- Task prompt
Filter the records below, keeping only lines with the string "that".

- Data in this exercise
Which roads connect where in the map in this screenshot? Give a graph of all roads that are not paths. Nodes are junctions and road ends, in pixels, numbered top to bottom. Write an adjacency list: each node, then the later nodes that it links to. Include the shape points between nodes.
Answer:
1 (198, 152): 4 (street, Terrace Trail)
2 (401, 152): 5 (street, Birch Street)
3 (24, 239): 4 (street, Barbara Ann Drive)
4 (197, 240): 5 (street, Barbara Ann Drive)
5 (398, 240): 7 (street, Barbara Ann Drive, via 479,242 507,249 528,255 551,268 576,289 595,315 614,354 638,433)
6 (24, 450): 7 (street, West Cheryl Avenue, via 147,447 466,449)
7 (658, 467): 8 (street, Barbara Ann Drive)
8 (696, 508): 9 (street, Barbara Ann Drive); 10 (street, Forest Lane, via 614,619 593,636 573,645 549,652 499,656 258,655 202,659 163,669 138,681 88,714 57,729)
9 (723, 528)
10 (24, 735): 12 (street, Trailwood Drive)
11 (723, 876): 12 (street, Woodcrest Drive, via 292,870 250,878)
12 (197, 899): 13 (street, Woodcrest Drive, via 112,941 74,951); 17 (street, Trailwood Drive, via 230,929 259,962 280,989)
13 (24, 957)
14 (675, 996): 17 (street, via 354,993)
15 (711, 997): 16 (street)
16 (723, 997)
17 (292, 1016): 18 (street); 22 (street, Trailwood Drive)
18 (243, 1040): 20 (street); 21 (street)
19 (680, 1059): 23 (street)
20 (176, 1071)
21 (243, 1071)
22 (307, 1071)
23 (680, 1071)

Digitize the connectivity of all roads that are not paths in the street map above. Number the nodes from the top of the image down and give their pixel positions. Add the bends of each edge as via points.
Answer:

* * *

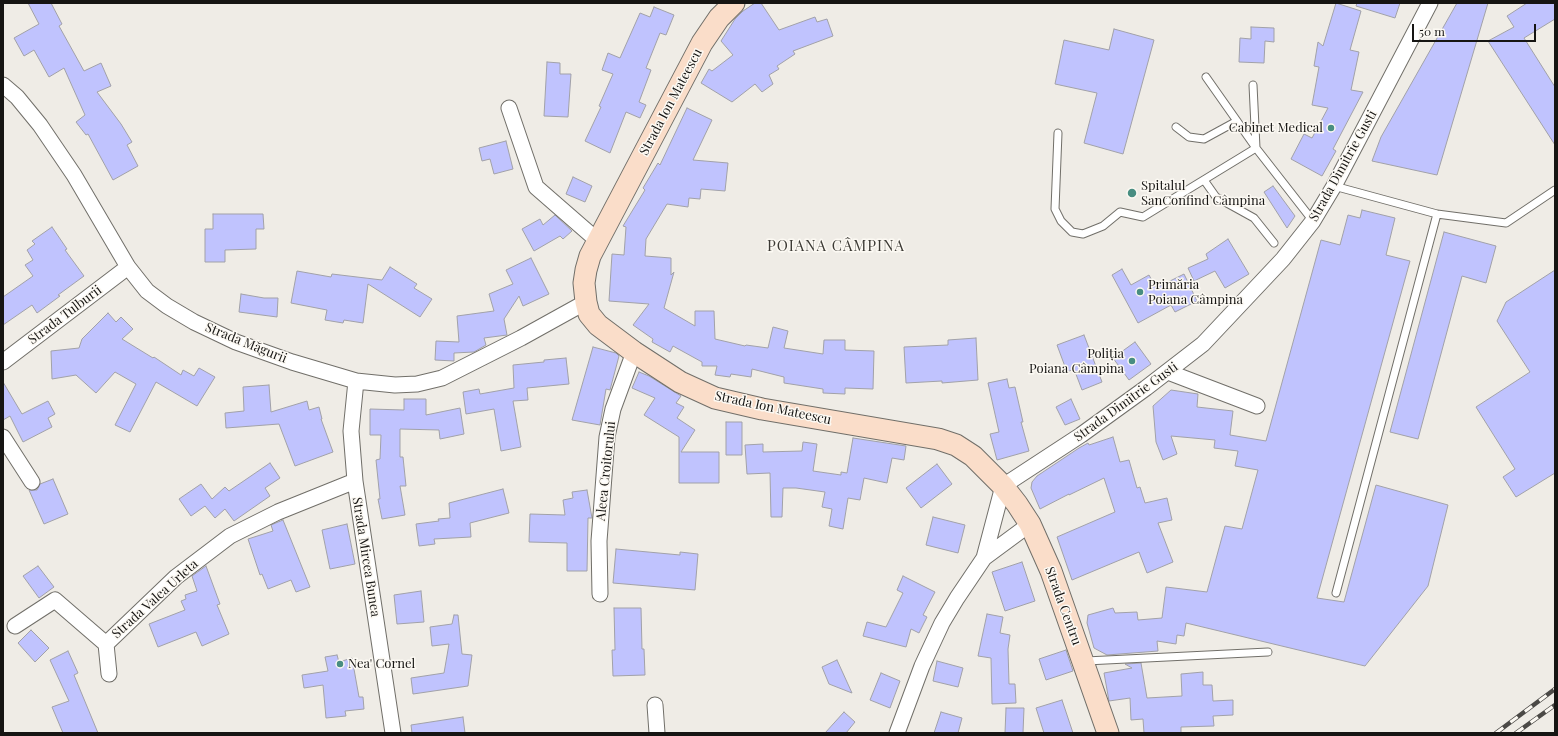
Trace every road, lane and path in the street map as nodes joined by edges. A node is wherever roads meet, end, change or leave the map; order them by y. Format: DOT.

---

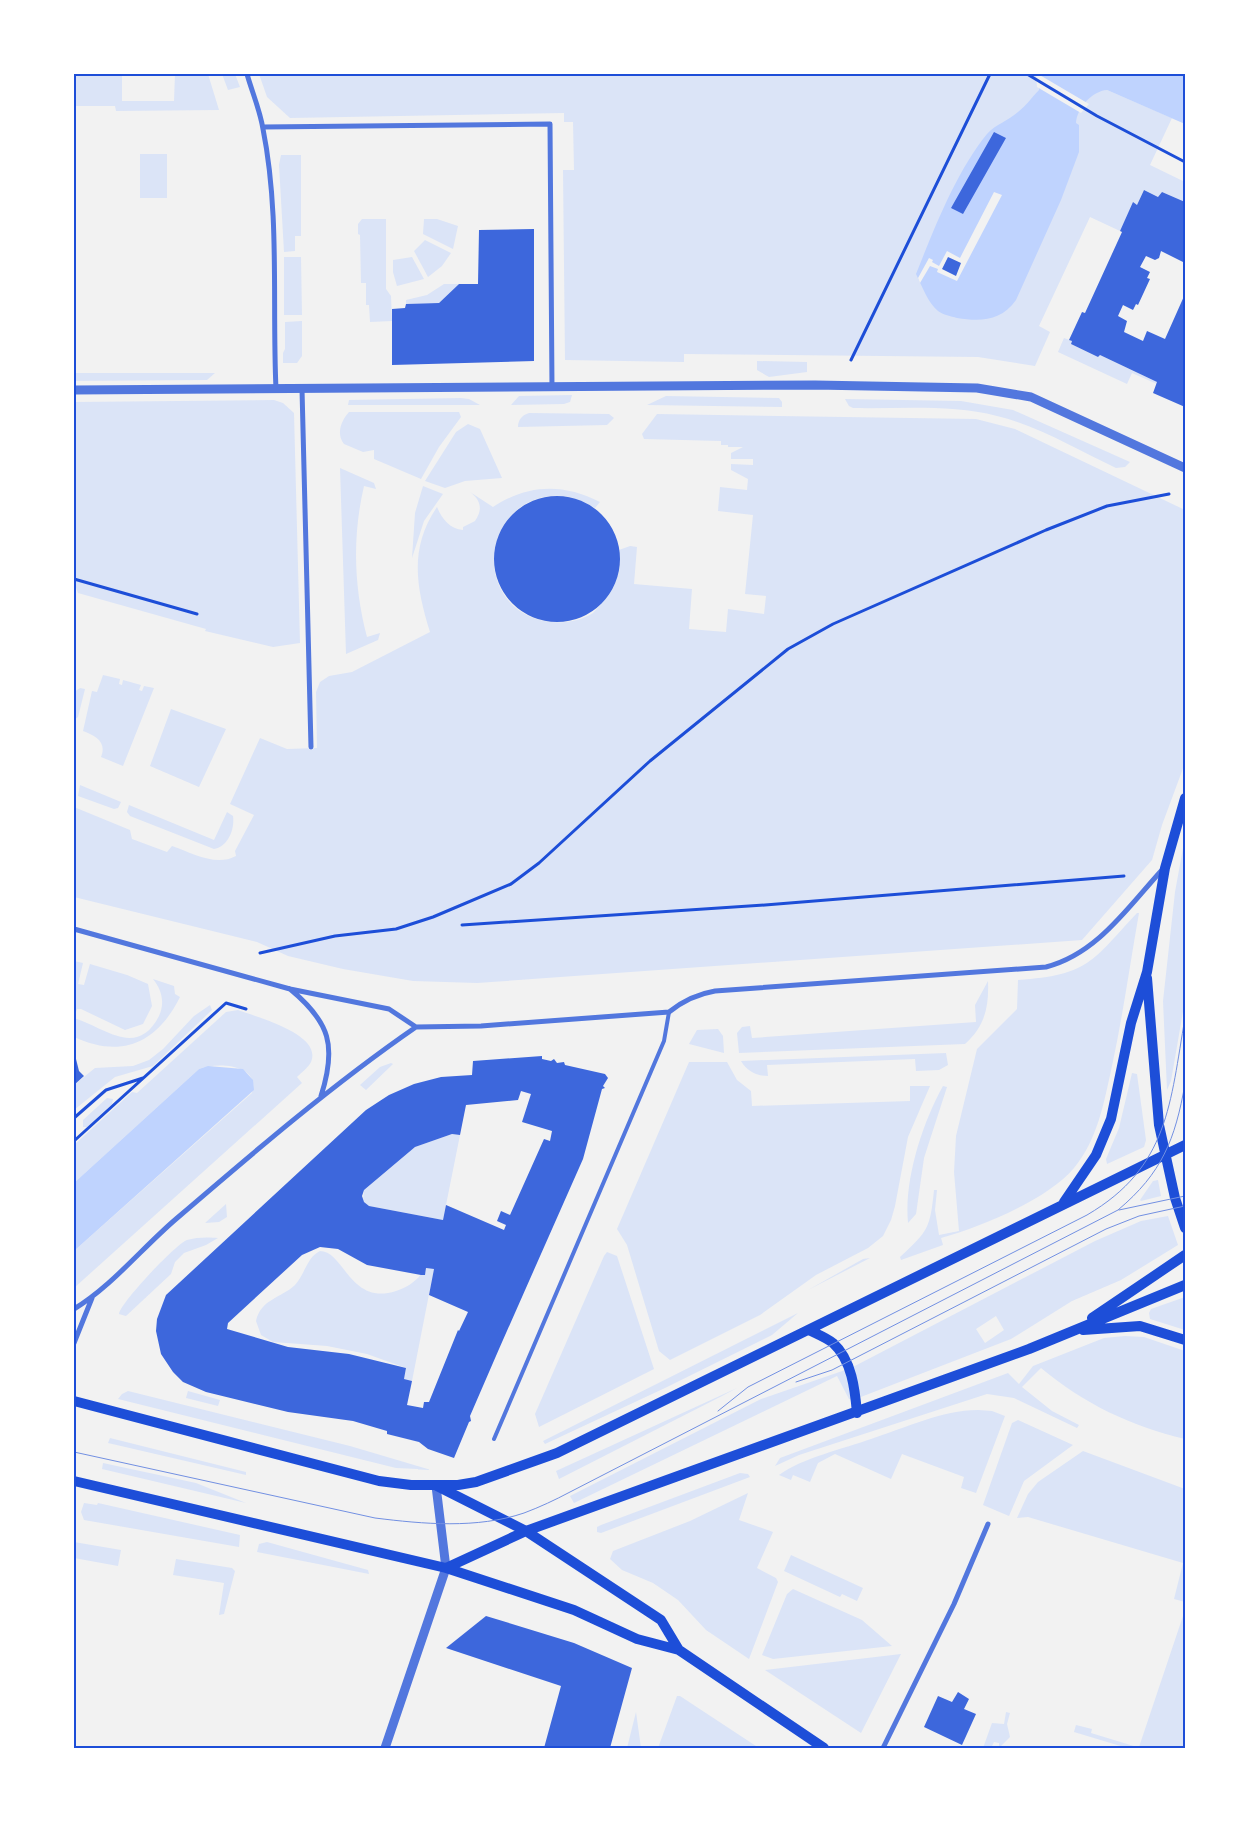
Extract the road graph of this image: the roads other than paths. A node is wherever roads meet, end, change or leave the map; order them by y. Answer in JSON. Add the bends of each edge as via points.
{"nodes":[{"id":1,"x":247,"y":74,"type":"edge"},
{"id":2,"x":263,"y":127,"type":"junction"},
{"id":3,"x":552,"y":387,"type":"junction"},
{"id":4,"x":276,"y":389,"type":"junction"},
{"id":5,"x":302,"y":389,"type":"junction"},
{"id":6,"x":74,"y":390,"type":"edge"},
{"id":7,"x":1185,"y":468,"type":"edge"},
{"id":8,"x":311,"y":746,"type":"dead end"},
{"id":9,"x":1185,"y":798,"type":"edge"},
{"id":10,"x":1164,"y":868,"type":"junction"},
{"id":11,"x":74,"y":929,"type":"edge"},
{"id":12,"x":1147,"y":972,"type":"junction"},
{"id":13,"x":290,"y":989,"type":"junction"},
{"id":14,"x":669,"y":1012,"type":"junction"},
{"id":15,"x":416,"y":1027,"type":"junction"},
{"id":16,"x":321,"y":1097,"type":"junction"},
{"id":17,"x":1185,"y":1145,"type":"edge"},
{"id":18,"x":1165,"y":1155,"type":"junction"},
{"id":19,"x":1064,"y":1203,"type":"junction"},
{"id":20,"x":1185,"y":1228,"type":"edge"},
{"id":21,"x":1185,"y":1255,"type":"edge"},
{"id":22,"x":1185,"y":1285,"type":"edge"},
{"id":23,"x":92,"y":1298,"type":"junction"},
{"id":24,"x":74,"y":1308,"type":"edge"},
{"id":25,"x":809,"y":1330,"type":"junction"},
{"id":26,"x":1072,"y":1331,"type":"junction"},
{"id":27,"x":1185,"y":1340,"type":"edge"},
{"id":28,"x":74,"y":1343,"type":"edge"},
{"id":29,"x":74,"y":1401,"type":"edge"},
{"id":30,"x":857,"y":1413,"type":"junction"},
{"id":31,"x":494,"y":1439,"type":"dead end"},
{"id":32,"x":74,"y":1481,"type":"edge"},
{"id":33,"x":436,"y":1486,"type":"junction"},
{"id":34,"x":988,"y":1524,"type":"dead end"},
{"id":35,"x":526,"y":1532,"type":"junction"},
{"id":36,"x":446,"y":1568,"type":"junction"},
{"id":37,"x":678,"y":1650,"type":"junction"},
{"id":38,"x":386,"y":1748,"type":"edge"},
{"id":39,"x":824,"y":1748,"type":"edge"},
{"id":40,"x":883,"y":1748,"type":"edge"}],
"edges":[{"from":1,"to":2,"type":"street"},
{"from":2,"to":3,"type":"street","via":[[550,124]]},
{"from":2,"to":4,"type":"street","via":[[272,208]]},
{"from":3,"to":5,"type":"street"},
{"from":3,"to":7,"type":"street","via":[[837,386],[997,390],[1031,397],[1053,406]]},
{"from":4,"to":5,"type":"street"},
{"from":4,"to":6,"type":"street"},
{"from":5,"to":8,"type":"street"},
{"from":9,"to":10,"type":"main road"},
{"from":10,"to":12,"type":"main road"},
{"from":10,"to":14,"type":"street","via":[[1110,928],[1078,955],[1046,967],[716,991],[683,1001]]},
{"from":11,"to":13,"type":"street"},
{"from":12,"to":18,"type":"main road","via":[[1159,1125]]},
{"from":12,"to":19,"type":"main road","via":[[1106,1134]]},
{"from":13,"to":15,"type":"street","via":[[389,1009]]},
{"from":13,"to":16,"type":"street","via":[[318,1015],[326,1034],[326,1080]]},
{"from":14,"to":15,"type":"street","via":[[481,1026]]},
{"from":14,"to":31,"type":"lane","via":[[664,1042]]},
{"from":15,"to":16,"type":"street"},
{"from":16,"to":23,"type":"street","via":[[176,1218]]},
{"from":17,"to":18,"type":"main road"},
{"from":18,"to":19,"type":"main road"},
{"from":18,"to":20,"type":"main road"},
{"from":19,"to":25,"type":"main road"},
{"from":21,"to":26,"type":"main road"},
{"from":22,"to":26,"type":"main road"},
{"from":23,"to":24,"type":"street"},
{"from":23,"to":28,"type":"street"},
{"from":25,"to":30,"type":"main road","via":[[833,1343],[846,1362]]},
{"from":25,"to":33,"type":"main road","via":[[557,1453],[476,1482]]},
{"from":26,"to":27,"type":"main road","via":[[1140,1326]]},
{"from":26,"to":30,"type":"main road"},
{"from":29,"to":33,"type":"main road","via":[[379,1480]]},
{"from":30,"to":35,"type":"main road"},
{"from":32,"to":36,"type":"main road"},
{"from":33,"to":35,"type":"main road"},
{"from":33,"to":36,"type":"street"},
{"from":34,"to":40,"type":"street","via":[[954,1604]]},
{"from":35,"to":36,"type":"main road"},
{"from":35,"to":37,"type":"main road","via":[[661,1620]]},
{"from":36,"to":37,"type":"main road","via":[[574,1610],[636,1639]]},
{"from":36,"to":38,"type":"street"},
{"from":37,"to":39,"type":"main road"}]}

- Answer space
Which roads connect where in the map in this screenshot? Give a graph of all roads that are not paths. Nodes are junctions and road ends, in pixels, numbered top to bottom. Write an adjacency list: each node, then the later nodes that it links to. Include the shape points between nodes.
Digitize the connectivity of all roads that are not paths in the street map above. Number the nodes from the top of the image down and give their pixel positions. Add the bends of each edge as via points.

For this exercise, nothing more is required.